According to Canda-Ciri, Rugema's relationship with the colonial administration worsened after he reached political maturity and freed himself from the influence of his guardian, Ciraba. He subsequently opposed Belgian authority, but his resistance lacked the broad support that had characterized earlier campaigns led by his father. Canda-Ciri describes these actions as those of a ruler whose authority had been progressively constrained by colonial rule, and culminating in his exile in 1936.

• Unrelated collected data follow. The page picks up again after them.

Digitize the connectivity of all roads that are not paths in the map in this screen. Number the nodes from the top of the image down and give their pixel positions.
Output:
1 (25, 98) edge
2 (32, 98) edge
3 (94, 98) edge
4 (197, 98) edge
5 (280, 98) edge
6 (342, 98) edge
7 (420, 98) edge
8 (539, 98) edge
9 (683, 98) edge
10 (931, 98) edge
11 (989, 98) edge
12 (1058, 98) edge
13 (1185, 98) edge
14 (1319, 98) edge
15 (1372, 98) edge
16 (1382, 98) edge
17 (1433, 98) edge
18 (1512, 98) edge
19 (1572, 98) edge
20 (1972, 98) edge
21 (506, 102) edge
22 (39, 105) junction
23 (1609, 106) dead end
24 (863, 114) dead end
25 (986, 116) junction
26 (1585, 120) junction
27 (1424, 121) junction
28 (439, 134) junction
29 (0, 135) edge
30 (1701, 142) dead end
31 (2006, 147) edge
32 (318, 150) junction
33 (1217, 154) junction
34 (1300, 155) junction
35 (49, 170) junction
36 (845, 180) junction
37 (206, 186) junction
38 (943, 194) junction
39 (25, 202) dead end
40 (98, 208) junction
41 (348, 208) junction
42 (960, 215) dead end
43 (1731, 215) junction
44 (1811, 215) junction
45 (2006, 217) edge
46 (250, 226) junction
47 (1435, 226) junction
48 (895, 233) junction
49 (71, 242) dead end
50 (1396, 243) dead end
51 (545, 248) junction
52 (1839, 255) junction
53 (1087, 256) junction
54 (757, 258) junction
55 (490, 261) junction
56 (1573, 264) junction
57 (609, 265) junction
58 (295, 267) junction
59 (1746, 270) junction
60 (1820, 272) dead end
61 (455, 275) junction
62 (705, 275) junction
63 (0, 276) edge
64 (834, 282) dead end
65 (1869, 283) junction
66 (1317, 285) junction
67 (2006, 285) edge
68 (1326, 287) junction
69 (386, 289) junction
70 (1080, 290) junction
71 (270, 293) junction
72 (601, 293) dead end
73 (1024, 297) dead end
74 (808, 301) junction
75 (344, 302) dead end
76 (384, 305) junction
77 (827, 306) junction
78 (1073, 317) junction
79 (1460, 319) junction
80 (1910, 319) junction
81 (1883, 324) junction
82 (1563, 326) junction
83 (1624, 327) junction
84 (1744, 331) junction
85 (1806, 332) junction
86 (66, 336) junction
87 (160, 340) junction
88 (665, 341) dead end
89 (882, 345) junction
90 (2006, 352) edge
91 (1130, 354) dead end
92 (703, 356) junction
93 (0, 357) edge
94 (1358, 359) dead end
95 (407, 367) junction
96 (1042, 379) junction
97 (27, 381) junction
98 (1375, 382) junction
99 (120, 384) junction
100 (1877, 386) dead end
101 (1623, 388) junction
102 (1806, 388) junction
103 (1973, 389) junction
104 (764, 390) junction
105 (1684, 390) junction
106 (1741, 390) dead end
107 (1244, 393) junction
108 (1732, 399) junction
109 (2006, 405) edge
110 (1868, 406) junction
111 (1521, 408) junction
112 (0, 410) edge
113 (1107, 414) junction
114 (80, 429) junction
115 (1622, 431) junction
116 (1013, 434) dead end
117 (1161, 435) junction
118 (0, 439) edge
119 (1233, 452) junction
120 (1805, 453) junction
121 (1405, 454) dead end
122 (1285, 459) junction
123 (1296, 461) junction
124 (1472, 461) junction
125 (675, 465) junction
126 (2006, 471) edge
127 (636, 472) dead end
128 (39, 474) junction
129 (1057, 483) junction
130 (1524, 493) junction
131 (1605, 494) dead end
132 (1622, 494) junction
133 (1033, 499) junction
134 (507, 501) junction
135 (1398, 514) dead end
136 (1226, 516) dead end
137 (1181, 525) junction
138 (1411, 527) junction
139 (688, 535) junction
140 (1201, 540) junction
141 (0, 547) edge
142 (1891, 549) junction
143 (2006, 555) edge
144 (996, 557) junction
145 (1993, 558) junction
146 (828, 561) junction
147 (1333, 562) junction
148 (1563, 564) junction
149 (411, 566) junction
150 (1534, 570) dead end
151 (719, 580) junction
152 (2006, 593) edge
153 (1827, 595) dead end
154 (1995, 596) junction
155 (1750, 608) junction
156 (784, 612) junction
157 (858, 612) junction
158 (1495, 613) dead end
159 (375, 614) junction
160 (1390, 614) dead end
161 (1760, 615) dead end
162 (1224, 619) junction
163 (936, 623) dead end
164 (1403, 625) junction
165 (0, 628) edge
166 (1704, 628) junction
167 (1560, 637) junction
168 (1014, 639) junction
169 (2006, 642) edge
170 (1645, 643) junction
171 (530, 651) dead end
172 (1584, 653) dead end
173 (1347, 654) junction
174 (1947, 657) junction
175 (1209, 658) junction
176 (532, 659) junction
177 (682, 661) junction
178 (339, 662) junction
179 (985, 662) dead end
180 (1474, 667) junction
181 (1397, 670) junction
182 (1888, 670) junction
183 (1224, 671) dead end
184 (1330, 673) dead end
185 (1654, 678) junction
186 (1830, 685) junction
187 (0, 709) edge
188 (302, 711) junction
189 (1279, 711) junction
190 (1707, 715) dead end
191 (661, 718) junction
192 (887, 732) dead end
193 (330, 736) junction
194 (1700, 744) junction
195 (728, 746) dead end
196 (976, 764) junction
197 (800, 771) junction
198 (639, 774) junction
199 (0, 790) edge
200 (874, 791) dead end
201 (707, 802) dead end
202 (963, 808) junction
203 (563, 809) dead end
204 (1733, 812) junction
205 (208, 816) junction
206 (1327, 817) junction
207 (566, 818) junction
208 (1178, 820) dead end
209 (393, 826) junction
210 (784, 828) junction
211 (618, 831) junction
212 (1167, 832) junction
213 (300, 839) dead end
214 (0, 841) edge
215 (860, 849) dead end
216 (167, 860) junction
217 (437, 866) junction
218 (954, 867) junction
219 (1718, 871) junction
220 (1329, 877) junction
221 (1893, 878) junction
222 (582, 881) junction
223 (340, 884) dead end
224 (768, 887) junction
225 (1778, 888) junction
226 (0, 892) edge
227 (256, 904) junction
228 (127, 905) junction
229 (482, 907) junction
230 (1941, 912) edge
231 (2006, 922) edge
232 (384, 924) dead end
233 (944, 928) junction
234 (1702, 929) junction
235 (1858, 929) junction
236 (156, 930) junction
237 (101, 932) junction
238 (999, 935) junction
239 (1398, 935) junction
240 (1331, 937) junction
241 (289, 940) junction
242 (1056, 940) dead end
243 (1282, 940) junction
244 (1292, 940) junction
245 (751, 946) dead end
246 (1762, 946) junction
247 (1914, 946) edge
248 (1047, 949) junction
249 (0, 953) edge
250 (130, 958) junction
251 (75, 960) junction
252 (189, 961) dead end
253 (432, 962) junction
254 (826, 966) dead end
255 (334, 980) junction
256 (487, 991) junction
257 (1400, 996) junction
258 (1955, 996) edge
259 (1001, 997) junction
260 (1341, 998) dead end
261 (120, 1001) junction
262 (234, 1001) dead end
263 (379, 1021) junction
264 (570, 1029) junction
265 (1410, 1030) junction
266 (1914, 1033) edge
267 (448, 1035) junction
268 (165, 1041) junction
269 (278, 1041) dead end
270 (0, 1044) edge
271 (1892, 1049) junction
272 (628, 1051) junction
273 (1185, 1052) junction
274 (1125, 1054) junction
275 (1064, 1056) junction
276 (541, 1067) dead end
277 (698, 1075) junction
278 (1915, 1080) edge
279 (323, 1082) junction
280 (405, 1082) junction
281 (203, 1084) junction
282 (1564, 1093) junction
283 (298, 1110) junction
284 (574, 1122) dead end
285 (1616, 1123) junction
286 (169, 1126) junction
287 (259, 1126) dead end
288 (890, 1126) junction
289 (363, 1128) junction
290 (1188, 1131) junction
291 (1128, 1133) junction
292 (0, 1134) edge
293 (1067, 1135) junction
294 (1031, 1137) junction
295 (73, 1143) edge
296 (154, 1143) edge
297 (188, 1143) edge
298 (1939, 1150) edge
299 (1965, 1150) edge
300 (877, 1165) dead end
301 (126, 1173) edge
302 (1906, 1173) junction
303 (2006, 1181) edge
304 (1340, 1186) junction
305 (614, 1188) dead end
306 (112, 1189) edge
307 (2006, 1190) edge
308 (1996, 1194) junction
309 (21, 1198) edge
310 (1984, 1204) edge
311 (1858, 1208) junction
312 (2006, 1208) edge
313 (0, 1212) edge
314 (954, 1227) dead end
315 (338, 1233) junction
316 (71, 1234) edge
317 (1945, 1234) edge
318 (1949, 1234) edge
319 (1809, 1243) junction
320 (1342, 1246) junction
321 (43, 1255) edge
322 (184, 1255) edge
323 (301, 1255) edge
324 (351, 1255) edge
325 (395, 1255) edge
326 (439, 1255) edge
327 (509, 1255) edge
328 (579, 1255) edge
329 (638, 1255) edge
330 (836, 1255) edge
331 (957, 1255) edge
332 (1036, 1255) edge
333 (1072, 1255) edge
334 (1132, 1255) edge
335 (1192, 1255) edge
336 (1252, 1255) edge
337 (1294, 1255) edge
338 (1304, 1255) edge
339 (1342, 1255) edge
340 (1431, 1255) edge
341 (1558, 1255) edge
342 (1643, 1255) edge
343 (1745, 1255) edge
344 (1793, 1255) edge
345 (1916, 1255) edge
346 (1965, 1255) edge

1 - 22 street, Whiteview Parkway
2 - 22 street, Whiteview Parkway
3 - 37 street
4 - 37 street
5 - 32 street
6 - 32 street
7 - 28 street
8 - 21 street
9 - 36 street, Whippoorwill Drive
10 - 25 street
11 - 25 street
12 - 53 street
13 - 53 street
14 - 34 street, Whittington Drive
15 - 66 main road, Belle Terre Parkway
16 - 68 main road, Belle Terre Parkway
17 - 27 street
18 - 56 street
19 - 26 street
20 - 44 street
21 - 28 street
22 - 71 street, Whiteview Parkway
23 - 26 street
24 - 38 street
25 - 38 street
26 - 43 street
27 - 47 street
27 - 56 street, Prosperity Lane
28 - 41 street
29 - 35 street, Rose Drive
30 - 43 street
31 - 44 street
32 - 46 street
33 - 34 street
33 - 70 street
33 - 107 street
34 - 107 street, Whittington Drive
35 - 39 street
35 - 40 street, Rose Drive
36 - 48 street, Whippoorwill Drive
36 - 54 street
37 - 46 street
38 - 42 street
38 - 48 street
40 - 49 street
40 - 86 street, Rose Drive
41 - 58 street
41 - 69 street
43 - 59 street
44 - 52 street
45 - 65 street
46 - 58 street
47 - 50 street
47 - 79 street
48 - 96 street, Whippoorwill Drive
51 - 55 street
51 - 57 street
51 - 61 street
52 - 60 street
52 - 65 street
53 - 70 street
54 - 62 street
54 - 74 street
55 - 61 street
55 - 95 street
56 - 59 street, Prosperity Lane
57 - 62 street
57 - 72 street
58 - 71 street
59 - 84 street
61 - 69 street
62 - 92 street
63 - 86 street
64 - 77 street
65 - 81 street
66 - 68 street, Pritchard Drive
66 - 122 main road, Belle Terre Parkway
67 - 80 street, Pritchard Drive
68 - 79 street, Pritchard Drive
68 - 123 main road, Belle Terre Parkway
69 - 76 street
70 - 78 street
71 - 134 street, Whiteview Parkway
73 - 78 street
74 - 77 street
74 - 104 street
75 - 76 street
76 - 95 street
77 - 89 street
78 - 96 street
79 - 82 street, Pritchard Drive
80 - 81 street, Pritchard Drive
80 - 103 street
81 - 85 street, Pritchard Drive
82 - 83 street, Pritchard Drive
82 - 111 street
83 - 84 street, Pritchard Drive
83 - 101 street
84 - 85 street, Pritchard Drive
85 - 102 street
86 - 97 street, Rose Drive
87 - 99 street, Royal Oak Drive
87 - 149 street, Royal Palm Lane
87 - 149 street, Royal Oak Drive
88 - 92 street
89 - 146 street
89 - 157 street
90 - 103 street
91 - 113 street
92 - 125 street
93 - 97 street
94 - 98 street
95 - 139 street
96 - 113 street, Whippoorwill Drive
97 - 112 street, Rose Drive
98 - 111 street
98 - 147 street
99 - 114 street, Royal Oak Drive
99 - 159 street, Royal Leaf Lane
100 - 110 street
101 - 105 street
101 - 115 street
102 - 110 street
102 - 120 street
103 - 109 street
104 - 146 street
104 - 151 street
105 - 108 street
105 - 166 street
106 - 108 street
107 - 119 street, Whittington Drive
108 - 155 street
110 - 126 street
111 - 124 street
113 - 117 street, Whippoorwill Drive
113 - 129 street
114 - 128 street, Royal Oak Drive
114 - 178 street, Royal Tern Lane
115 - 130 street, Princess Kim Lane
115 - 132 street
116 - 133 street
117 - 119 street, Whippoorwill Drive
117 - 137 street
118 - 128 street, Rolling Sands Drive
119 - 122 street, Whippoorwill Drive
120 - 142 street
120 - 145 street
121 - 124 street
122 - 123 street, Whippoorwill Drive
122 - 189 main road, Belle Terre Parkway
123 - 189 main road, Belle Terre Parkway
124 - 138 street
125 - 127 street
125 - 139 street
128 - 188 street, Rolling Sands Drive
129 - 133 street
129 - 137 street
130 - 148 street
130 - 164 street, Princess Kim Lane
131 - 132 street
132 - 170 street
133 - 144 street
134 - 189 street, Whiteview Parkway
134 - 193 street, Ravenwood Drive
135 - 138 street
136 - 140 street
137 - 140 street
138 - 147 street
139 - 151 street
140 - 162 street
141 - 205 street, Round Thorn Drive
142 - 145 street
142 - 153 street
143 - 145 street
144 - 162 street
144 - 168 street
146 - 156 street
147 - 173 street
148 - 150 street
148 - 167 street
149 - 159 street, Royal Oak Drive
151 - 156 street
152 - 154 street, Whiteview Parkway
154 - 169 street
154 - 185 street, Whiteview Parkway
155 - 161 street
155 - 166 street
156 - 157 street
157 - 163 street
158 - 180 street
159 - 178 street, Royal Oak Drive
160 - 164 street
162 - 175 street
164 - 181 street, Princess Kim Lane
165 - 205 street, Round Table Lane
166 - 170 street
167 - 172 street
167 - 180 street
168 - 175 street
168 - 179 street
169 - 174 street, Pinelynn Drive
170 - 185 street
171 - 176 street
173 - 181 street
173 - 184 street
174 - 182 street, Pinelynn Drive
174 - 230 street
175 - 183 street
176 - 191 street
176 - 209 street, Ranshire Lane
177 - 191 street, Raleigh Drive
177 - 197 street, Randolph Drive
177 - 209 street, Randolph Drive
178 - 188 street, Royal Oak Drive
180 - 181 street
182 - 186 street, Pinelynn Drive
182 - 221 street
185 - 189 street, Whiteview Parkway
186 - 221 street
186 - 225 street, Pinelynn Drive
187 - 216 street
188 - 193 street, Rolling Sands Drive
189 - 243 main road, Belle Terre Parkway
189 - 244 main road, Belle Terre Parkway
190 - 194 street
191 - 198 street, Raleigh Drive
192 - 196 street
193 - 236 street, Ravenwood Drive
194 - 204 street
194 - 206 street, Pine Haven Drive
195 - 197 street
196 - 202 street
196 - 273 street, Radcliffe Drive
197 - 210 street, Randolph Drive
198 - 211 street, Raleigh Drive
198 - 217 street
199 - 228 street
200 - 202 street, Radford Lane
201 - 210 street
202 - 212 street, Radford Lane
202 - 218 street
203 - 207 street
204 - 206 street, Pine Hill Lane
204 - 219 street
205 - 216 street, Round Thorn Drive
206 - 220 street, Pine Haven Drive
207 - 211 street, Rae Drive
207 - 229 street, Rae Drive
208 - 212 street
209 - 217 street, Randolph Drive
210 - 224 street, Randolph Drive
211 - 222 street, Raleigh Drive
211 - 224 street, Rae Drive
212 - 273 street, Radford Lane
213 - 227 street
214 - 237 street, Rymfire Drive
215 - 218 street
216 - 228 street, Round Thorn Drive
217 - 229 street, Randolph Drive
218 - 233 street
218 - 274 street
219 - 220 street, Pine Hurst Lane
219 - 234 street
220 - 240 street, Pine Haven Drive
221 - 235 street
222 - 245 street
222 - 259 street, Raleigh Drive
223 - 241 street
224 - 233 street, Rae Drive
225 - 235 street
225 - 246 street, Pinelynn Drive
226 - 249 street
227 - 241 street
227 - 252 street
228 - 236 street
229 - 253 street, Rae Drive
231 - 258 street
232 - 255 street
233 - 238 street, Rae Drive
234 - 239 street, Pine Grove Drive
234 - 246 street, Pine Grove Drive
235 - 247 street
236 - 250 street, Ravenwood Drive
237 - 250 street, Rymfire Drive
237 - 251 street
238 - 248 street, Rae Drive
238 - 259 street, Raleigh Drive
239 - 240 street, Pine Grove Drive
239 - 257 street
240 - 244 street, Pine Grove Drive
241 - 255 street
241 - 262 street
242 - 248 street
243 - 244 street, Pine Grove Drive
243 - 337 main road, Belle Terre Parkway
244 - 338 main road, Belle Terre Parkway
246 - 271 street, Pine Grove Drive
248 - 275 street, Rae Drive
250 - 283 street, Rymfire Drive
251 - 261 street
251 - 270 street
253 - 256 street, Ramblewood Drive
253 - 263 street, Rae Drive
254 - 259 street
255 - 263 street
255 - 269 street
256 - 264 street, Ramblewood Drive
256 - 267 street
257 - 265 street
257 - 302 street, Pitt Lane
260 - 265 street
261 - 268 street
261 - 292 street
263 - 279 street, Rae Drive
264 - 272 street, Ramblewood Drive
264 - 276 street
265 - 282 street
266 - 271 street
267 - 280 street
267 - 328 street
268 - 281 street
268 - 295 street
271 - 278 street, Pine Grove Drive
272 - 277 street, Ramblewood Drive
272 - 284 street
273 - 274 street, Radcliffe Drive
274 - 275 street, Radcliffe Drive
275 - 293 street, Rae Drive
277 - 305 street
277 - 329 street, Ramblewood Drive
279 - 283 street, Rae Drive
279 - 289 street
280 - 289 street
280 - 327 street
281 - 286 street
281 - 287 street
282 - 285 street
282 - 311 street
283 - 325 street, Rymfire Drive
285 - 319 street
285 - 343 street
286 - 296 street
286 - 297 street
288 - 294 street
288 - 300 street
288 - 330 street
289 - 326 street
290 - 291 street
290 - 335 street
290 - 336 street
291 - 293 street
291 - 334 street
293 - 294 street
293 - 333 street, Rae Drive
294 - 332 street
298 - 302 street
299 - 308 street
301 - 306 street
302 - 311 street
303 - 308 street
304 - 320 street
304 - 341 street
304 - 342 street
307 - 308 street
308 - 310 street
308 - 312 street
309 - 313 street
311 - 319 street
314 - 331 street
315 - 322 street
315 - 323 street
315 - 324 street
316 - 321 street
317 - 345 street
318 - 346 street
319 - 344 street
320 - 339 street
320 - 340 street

==== Economic developments ====
Bushi transitioned from a barter-based economy to a monetary economy during the 19th century. Despite intermittent warfare, southern and southwestern Bushi experienced relative economic prosperity, fueled by commerce and artisanal production and further enhanced by contact with Arab-Swahili traders. Even prior to external trade contacts, some Bushi states, especially Kaziba, engaged in long-distance trade, importing livestock from Rwanda and Burundi, mineral salt and iron from Bufuliiru, ivory, rubber, parrots from Bulega, pearls, cotton goods, salt, and dried fish introduced by the Arab-Swahili. In exchange, the Bashi exported hoes, brass wire bracelets (known as burhege and used as currency), leather goods, weapons, foodstuffs, and occasionally slaves. Trade operations were regulated through a variety of mechanisms, including standardized marketplaces, shared currencies, long-distance caravans (sometimes exceeding 50 people), legal arbitration systems, and loan structures among trading partners. These arrangements facilitated not only economic complementarity but also cultural cohesion among Bushi states and their neighbors. Artisans trained local and foreign novices, while merchants introduced new languages and customs throughout the region. This exchange helped break down ethnic prejudices, such as the myth of Balega-Babembe cannibalism, and promoted interethnic marriages, including between Bashi men and foreign women.